*** Supplied records

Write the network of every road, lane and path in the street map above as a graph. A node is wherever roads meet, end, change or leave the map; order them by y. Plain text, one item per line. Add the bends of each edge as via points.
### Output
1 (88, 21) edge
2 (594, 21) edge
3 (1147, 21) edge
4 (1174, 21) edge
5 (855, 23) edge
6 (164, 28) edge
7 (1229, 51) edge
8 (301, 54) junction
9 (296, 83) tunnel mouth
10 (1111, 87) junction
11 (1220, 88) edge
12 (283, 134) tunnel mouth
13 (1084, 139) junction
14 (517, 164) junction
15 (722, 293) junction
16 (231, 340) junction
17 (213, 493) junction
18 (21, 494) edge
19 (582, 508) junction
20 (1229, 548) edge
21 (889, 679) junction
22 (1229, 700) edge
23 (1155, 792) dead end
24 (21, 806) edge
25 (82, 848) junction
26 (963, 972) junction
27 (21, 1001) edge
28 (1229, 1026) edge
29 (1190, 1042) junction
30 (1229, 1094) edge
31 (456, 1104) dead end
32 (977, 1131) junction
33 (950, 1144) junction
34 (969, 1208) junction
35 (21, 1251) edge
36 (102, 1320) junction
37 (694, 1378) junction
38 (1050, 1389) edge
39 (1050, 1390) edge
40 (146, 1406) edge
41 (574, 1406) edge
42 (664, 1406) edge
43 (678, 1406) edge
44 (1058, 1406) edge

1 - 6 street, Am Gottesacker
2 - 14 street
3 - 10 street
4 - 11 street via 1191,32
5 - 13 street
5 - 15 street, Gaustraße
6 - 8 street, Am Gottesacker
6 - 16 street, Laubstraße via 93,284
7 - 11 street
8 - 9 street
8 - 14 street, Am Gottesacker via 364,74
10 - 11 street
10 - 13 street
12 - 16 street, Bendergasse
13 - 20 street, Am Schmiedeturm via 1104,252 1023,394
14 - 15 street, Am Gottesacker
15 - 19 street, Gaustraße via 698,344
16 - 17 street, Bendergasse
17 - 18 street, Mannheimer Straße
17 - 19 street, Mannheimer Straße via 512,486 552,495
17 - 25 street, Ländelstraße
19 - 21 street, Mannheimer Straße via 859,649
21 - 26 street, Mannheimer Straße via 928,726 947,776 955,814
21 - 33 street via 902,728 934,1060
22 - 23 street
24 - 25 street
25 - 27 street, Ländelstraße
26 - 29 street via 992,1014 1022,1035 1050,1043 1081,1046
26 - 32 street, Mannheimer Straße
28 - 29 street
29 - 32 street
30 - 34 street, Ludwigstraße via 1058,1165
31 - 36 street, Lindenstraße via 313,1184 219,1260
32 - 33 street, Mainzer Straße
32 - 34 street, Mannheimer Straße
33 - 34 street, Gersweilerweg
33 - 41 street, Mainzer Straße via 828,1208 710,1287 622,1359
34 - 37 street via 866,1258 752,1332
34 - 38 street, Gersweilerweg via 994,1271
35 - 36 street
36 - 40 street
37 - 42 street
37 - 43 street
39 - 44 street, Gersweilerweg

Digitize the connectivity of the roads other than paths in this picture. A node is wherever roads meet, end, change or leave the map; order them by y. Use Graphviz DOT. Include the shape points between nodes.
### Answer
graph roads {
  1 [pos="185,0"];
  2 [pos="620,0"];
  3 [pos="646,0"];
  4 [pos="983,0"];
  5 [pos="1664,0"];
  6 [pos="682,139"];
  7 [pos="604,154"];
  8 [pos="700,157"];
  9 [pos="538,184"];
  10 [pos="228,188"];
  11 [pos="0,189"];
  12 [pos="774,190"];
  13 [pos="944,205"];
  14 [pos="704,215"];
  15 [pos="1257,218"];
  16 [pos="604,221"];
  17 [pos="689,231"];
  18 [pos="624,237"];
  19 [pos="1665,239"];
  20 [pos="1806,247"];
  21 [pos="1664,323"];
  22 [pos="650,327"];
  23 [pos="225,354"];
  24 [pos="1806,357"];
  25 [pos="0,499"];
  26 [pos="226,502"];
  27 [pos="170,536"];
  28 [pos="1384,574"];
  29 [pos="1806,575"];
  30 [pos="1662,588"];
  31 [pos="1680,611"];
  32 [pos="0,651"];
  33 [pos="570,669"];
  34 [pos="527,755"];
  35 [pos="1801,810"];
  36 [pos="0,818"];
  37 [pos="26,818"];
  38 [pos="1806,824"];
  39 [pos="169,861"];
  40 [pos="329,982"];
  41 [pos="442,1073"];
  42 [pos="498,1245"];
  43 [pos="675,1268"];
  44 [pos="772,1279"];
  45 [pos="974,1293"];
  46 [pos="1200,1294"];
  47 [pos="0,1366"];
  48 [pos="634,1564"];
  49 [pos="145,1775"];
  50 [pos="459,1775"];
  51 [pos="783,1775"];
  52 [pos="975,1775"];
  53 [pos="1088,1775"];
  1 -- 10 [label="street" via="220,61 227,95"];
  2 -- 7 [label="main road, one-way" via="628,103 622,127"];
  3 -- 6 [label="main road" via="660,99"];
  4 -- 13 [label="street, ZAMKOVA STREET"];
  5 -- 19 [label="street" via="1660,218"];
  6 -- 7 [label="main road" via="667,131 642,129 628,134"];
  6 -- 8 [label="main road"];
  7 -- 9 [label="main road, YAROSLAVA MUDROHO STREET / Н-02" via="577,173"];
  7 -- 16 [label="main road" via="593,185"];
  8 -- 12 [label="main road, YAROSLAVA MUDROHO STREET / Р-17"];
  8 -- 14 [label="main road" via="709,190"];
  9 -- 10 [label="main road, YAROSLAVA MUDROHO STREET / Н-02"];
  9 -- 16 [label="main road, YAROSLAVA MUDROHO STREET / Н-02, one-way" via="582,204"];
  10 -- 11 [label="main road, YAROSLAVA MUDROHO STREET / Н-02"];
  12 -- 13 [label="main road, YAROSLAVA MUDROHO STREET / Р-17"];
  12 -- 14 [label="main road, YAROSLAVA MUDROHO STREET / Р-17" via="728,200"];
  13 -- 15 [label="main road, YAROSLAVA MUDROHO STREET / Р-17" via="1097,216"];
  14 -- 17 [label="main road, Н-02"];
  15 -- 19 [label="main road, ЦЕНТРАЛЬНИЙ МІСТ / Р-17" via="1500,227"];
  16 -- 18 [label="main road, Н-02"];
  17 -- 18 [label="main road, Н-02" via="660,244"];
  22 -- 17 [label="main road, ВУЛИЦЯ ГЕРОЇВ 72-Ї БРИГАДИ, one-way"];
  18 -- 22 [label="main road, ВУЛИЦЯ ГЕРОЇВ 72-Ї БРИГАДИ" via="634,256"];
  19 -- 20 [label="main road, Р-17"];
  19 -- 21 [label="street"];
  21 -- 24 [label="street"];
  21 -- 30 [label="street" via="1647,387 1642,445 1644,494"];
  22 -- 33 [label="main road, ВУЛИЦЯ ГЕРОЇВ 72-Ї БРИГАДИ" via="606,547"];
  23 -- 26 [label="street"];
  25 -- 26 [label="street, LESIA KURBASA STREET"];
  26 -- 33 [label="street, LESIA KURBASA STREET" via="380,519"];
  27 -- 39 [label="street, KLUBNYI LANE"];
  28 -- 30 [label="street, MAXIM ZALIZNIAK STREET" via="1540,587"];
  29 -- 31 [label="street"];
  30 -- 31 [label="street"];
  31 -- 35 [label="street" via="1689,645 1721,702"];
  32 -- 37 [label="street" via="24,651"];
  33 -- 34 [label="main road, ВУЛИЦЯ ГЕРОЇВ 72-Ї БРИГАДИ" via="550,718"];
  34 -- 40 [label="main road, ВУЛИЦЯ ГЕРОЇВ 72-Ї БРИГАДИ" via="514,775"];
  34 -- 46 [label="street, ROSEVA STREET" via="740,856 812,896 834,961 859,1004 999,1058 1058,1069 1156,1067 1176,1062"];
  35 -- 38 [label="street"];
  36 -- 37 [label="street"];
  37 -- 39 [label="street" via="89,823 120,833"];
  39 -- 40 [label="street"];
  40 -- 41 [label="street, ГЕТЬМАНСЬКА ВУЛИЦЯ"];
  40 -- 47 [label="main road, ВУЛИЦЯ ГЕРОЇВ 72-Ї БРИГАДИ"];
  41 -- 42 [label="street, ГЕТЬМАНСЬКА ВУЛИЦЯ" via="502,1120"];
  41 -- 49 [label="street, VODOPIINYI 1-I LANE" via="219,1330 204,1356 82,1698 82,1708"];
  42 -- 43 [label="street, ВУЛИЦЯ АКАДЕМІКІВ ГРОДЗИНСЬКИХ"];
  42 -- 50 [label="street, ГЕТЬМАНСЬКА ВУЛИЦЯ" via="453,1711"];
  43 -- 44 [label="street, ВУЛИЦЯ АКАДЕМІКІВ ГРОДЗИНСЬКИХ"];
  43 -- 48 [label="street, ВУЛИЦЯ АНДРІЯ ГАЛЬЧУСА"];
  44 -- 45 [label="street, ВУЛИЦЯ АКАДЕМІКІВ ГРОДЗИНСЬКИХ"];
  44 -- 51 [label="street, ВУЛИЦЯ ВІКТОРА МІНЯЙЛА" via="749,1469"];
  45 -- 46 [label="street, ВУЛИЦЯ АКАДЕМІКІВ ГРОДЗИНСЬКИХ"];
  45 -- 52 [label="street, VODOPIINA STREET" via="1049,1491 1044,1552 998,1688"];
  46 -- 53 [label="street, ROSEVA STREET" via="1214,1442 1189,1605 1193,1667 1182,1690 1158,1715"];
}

******

## Exercise:
Where the string "ГЕТЬМАНСЬКА" occurs in a line of the material above, copy the whole line.

## Answer space:
  40 -- 41 [label="street, ГЕТЬМАНСЬКА ВУЛИЦЯ"];
  41 -- 42 [label="street, ГЕТЬМАНСЬКА ВУЛИЦЯ" via="502,1120"];
  42 -- 50 [label="street, ГЕТЬМАНСЬКА ВУЛИЦЯ" via="453,1711"];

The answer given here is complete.